Saved data entries:
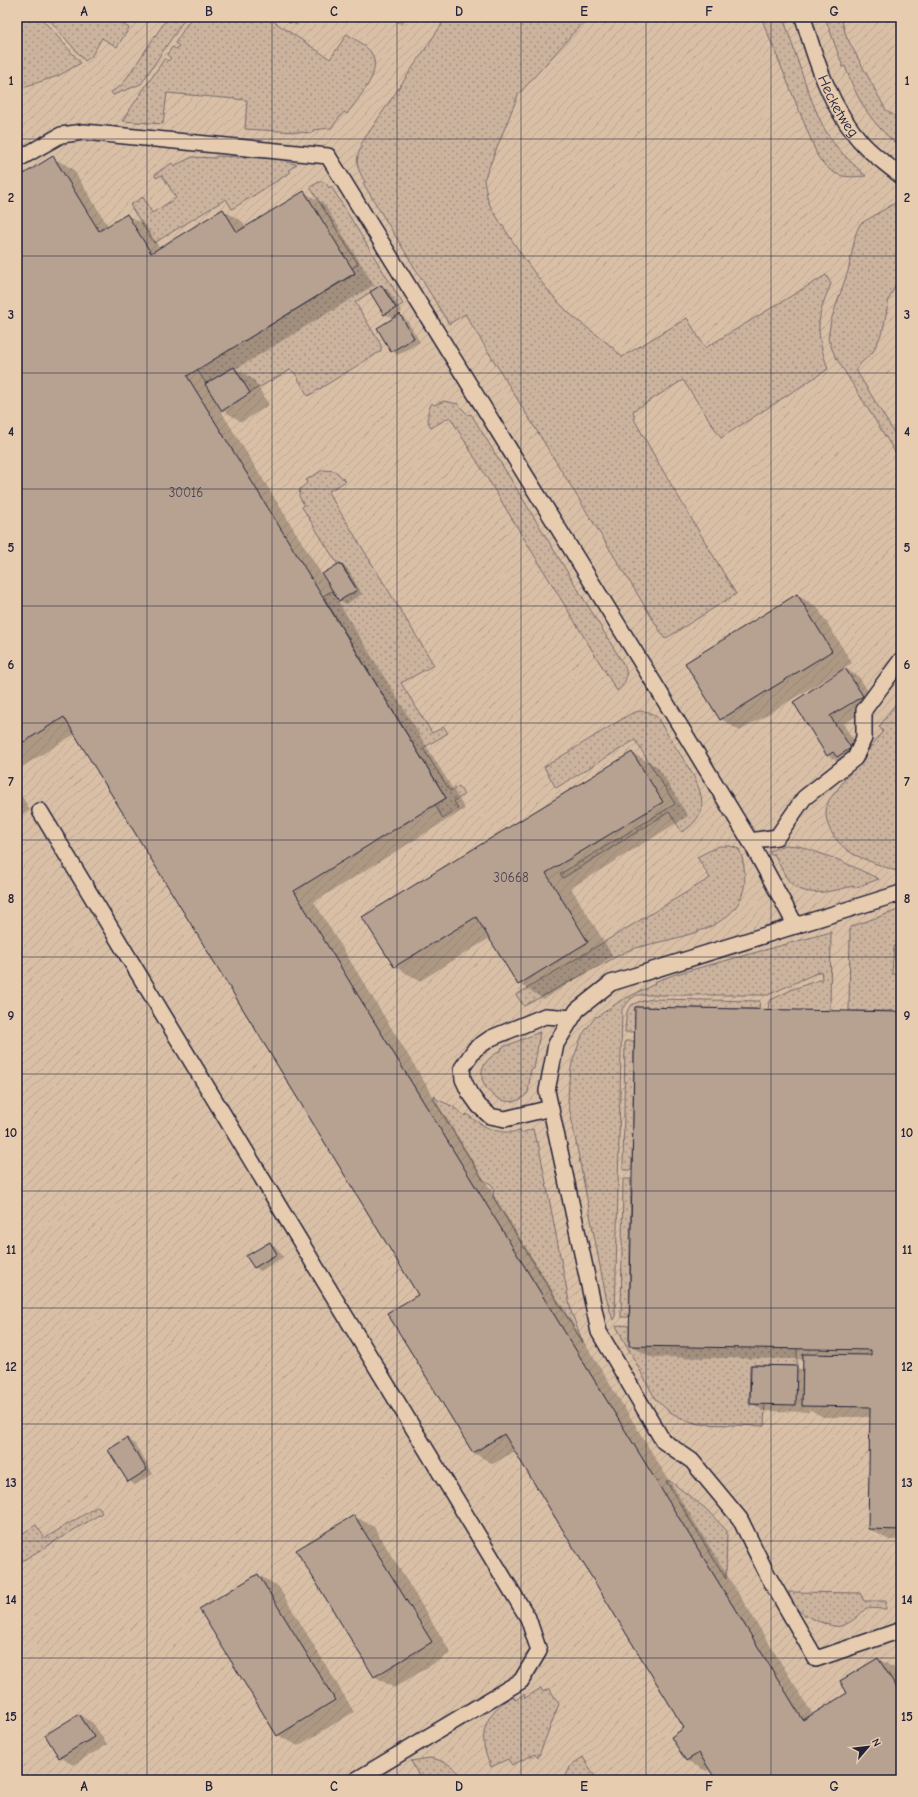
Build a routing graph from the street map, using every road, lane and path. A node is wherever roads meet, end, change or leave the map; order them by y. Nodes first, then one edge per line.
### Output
1 (803, 17) edge
2 (17, 160) edge
3 (901, 176) edge
4 (901, 660) edge
5 (40, 811) dead end
6 (750, 841) junction
7 (901, 893) edge
8 (796, 926) junction
9 (572, 1018) junction
10 (551, 1108) junction
11 (901, 1630) edge
12 (356, 1780) edge

1 - 3 lane, Hecketweg
2 - 6 lane
4 - 6 lane
5 - 12 lane
6 - 8 lane
7 - 8 lane
8 - 9 lane
9 - 10 lane
9 - 10 lane
10 - 11 lane

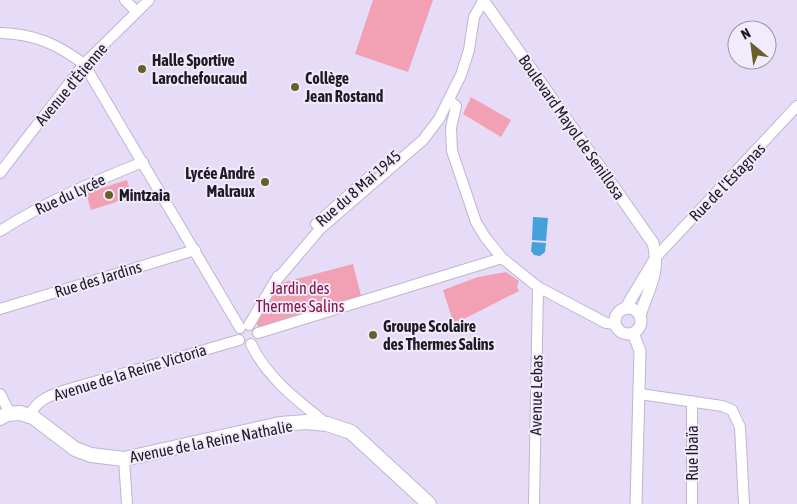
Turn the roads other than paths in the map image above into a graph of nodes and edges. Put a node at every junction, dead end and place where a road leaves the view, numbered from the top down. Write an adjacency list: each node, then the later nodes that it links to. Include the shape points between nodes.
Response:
1 (124, 0): 4 (street)
2 (149, 0): 4 (street, Avenue d'Étienne)
3 (483, 0): 7 (street, Rue du 8 Mai 1945, via 474,18 461,75); 13 (street, Boulevard Mayol de Senillosa, via 653,244)
4 (136, 11): 6 (street, Avenue d'Étienne)
5 (0, 32): 6 (street, via 22,34 60,46)
6 (84, 64): 9 (street); 10 (street, Avenue d'Étienne)
7 (449, 100): 14 (street, via 456,106 451,128 452,151 471,210); 20 (street, Rue du 8 Mai 1945, via 418,136 318,221 281,269)
8 (797, 106): 13 (street, Rue de l'Estagnas)
9 (144, 162): 11 (street, Rue du Lycée, via 85,185); 12 (street)
10 (0, 173)
11 (0, 231)
12 (195, 250): 16 (street, Rue des Jardins); 20 (street)
13 (656, 257): 17 (street); 18 (street, via 655,275)
14 (502, 258): 15 (street); 21 (street)
15 (538, 287): 19 (street, via 606,323); 35 (street, Avenue Lebas)
16 (0, 308)
17 (624, 309): 18 (street, via 635,310); 19 (street, via 616,316)
18 (640, 316): 22 (street, via 640,324)
19 (615, 324): 22 (street, via 622,333)
20 (245, 326): 21 (street, via 255,328); 23 (street, via 238,334)
21 (258, 333): 24 (street, via 256,341)
22 (633, 333): 26 (street, via 640,351)
23 (239, 340): 24 (street); 29 (street, Avenue de la Reine Victoria, via 66,390 42,399 34,405)
24 (251, 344): 30 (street, via 279,385)
25 (0, 394): 28 (street)
26 (640, 394): 27 (street); 36 (street)
27 (692, 401): 37 (street, Rue Ibaïa); 38 (street, via 722,406 732,410 737,418)
28 (6, 415): 29 (main road, Avenue de la Reine Nathalie)
29 (29, 416): 31 (main road, Avenue de la Reine Nathalie, via 75,449 91,455)
30 (327, 424): 31 (main road, Avenue de la Reine Nathalie, via 280,424); 32 (main road, Avenue de la Reine Nathalie, via 351,432)
31 (124, 459): 33 (street)
32 (414, 498): 34 (main road, Avenue de la Reine Nathalie)
33 (127, 504)
34 (429, 504)
35 (534, 504)
36 (636, 504)
37 (692, 504)
38 (744, 504)

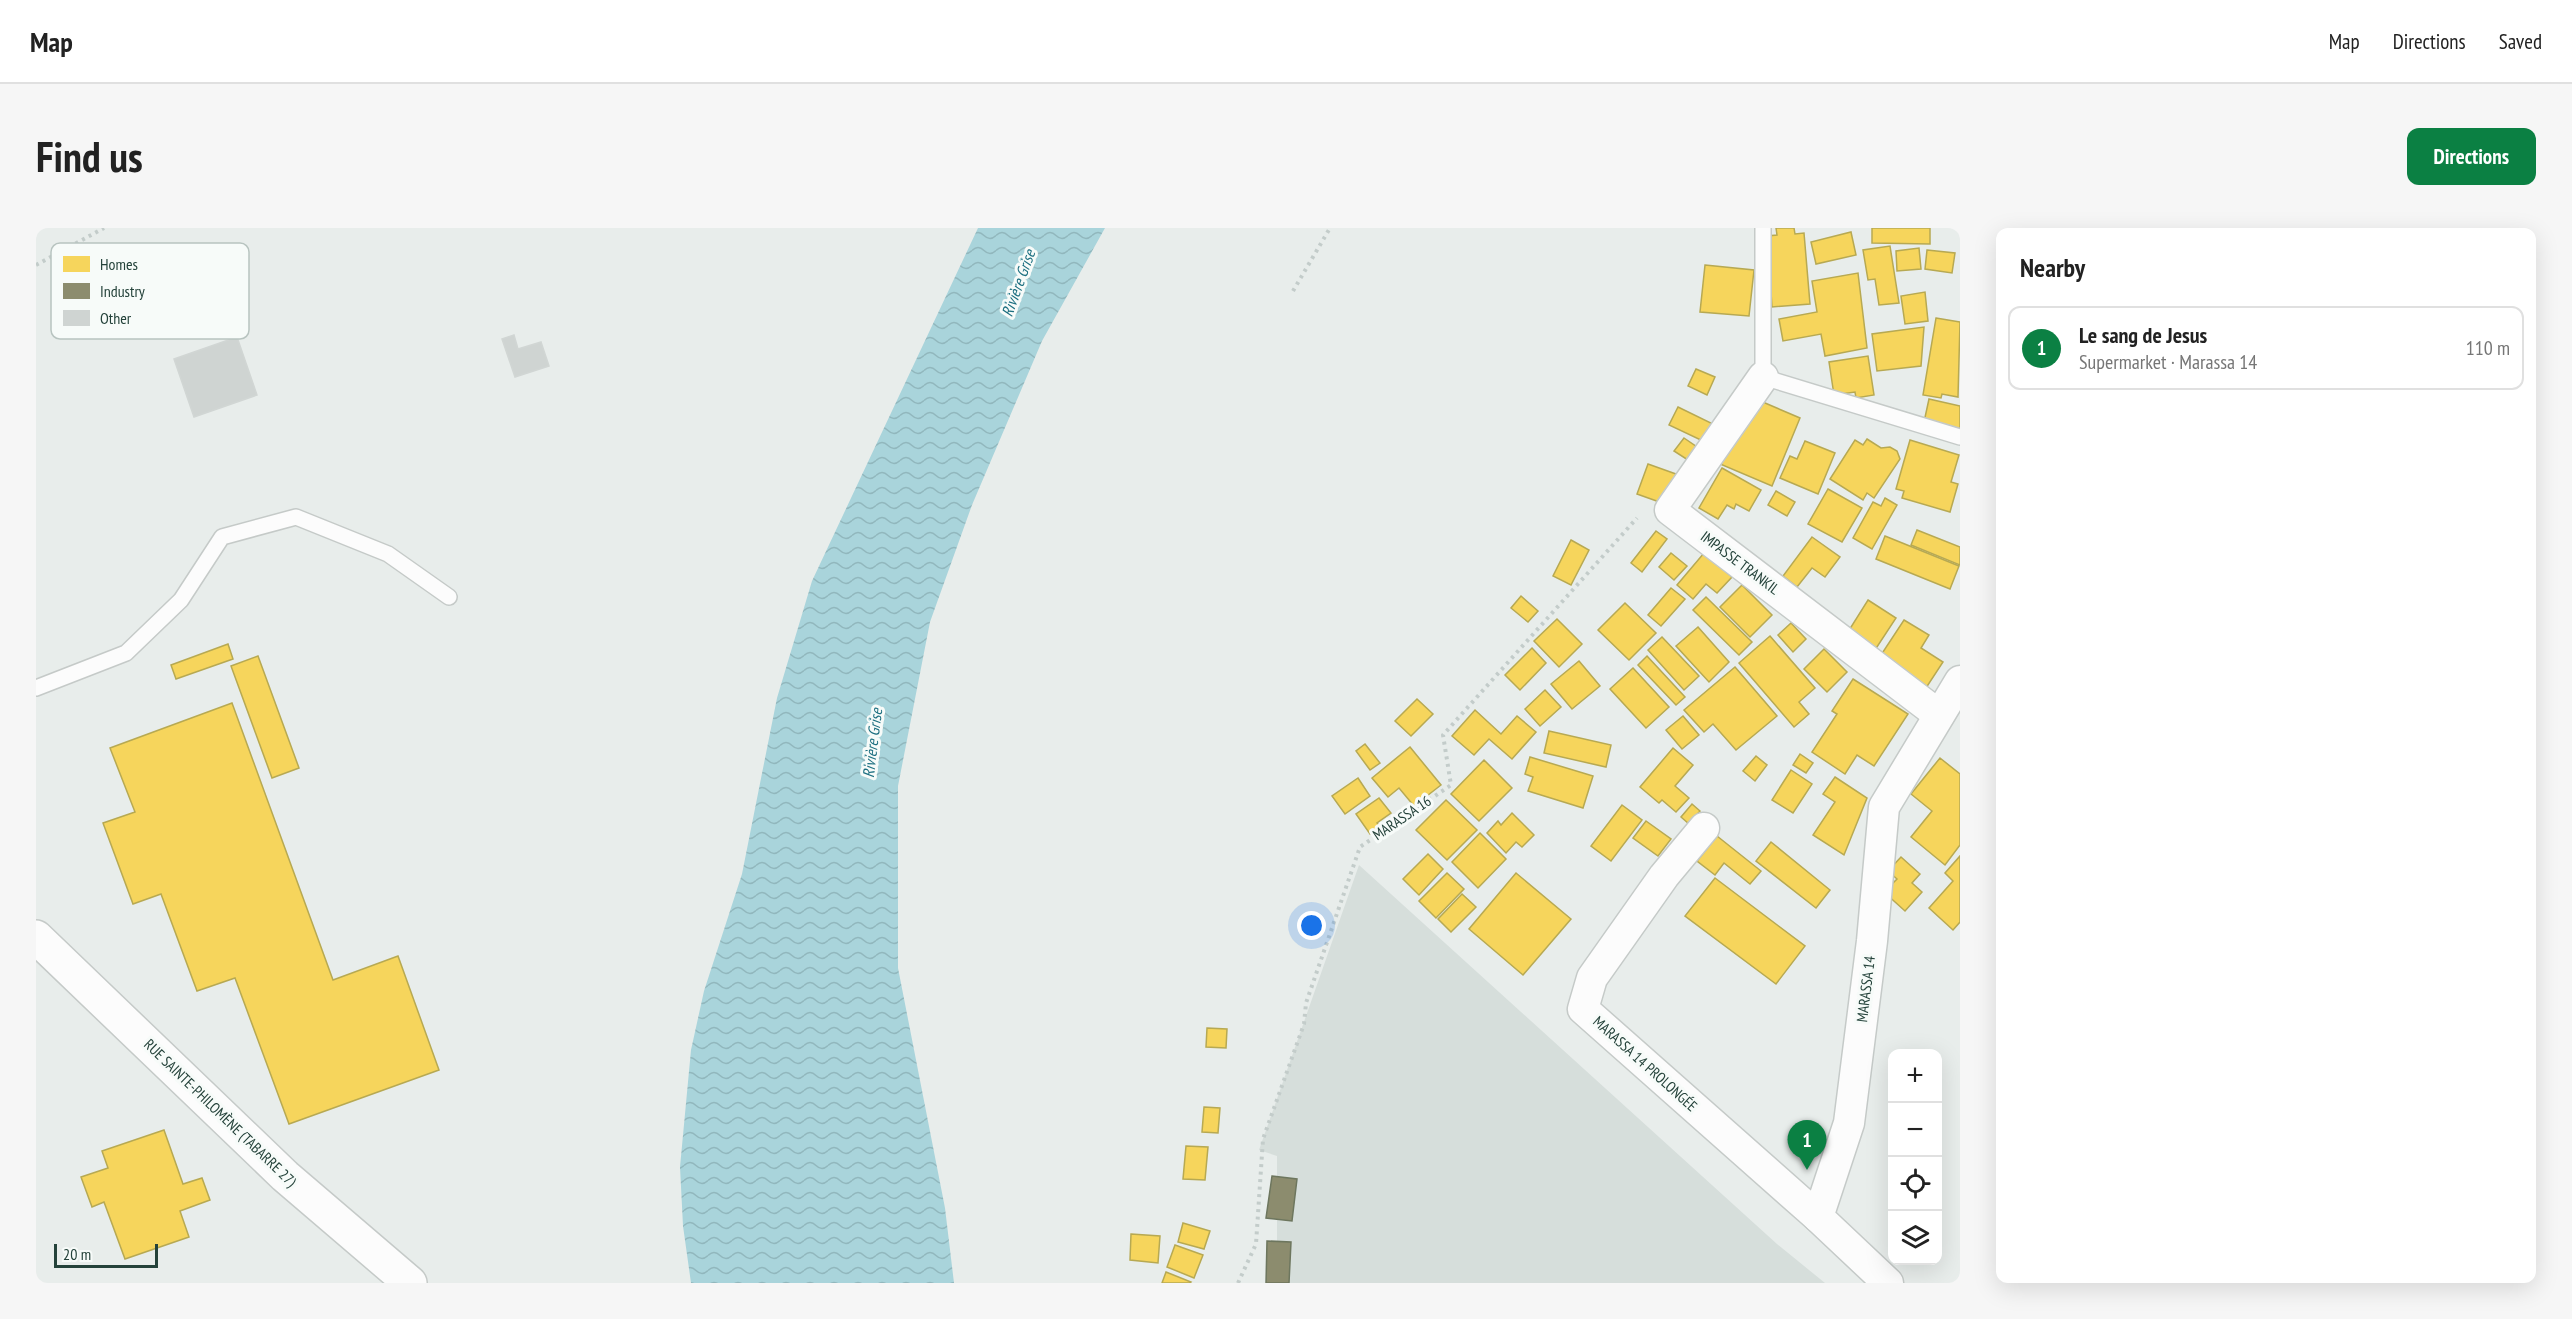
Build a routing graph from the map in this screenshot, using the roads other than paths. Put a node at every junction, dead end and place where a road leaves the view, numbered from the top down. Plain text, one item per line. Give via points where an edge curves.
1 (1762, 228) edge
2 (1763, 377) junction
3 (1960, 437) edge
4 (449, 597) dead end
5 (1960, 681) edge
6 (36, 688) edge
7 (1939, 715) junction
8 (1704, 828) dead end
9 (36, 937) edge
10 (1818, 1217) junction
11 (410, 1283) edge
12 (1888, 1283) edge

1 - 2 lane
2 - 3 lane
2 - 7 street, IMPASSE TRANKIL via 1670,510
4 - 6 lane via 388,554 296,517 222,537 181,600 126,653
5 - 7 street, MARASSA 14
7 - 10 street, MARASSA 14 via 1884,807 1849,1123
8 - 10 street, MARASSA 14 PROLONGÉE via 1664,876 1592,978 1583,1009
9 - 11 street, RUE SAINTE-PHILOMÈNE (TABARRE 27) via 285,1176
10 - 12 street

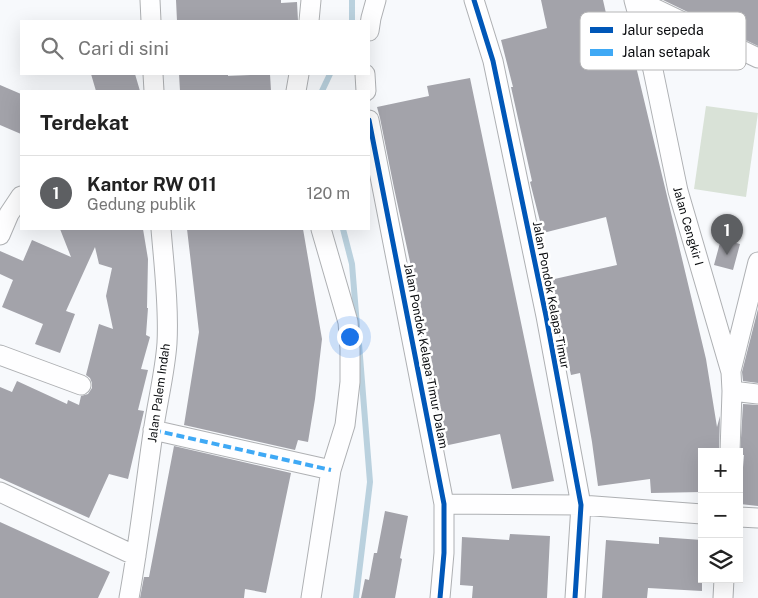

• [Task statement]
Reproduce the entries above exactly. Do not include the images.

• [Task output]
Build a routing graph from the street map, using every road, lane and path. A node is wherever roads meet, end, change or leave the map; order them by y. Nodes first, then one edge per line.
### Output
1 (803, 17) edge
2 (17, 160) edge
3 (901, 176) edge
4 (901, 660) edge
5 (40, 811) dead end
6 (750, 841) junction
7 (901, 893) edge
8 (796, 926) junction
9 (572, 1018) junction
10 (551, 1108) junction
11 (901, 1630) edge
12 (356, 1780) edge

1 - 3 lane, Hecketweg
2 - 6 lane
4 - 6 lane
5 - 12 lane
6 - 8 lane
7 - 8 lane
8 - 9 lane
9 - 10 lane
9 - 10 lane
10 - 11 lane

Turn the roads other than paths in the map image above into a graph of nodes and edges. Put a node at every junction, dead end and place where a road leaves the view, numbered from the top down. Write an adjacency list: each node, then the later nodes that it links to. Include the shape points between nodes.
Response:
1 (124, 0): 4 (street)
2 (149, 0): 4 (street, Avenue d'Étienne)
3 (483, 0): 7 (street, Rue du 8 Mai 1945, via 474,18 461,75); 13 (street, Boulevard Mayol de Senillosa, via 653,244)
4 (136, 11): 6 (street, Avenue d'Étienne)
5 (0, 32): 6 (street, via 22,34 60,46)
6 (84, 64): 9 (street); 10 (street, Avenue d'Étienne)
7 (449, 100): 14 (street, via 456,106 451,128 452,151 471,210); 20 (street, Rue du 8 Mai 1945, via 418,136 318,221 281,269)
8 (797, 106): 13 (street, Rue de l'Estagnas)
9 (144, 162): 11 (street, Rue du Lycée, via 85,185); 12 (street)
10 (0, 173)
11 (0, 231)
12 (195, 250): 16 (street, Rue des Jardins); 20 (street)
13 (656, 257): 17 (street); 18 (street, via 655,275)
14 (502, 258): 15 (street); 21 (street)
15 (538, 287): 19 (street, via 606,323); 35 (street, Avenue Lebas)
16 (0, 308)
17 (624, 309): 18 (street, via 635,310); 19 (street, via 616,316)
18 (640, 316): 22 (street, via 640,324)
19 (615, 324): 22 (street, via 622,333)
20 (245, 326): 21 (street, via 255,328); 23 (street, via 238,334)
21 (258, 333): 24 (street, via 256,341)
22 (633, 333): 26 (street, via 640,351)
23 (239, 340): 24 (street); 29 (street, Avenue de la Reine Victoria, via 66,390 42,399 34,405)
24 (251, 344): 30 (street, via 279,385)
25 (0, 394): 28 (street)
26 (640, 394): 27 (street); 36 (street)
27 (692, 401): 37 (street, Rue Ibaïa); 38 (street, via 722,406 732,410 737,418)
28 (6, 415): 29 (main road, Avenue de la Reine Nathalie)
29 (29, 416): 31 (main road, Avenue de la Reine Nathalie, via 75,449 91,455)
30 (327, 424): 31 (main road, Avenue de la Reine Nathalie, via 280,424); 32 (main road, Avenue de la Reine Nathalie, via 351,432)
31 (124, 459): 33 (street)
32 (414, 498): 34 (main road, Avenue de la Reine Nathalie)
33 (127, 504)
34 (429, 504)
35 (534, 504)
36 (636, 504)
37 (692, 504)
38 (744, 504)

Build a routing graph from the map in this screenshot, using the roads other than paths. Put a node at every junction, dead end and place where a road leaves the view, numbered from the top down. Plain text, one item per line. Give via points where an edge curves.
1 (1762, 228) edge
2 (1763, 377) junction
3 (1960, 437) edge
4 (449, 597) dead end
5 (1960, 681) edge
6 (36, 688) edge
7 (1939, 715) junction
8 (1704, 828) dead end
9 (36, 937) edge
10 (1818, 1217) junction
11 (410, 1283) edge
12 (1888, 1283) edge

1 - 2 lane
2 - 3 lane
2 - 7 street, IMPASSE TRANKIL via 1670,510
4 - 6 lane via 388,554 296,517 222,537 181,600 126,653
5 - 7 street, MARASSA 14
7 - 10 street, MARASSA 14 via 1884,807 1849,1123
8 - 10 street, MARASSA 14 PROLONGÉE via 1664,876 1592,978 1583,1009
9 - 11 street, RUE SAINTE-PHILOMÈNE (TABARRE 27) via 285,1176
10 - 12 street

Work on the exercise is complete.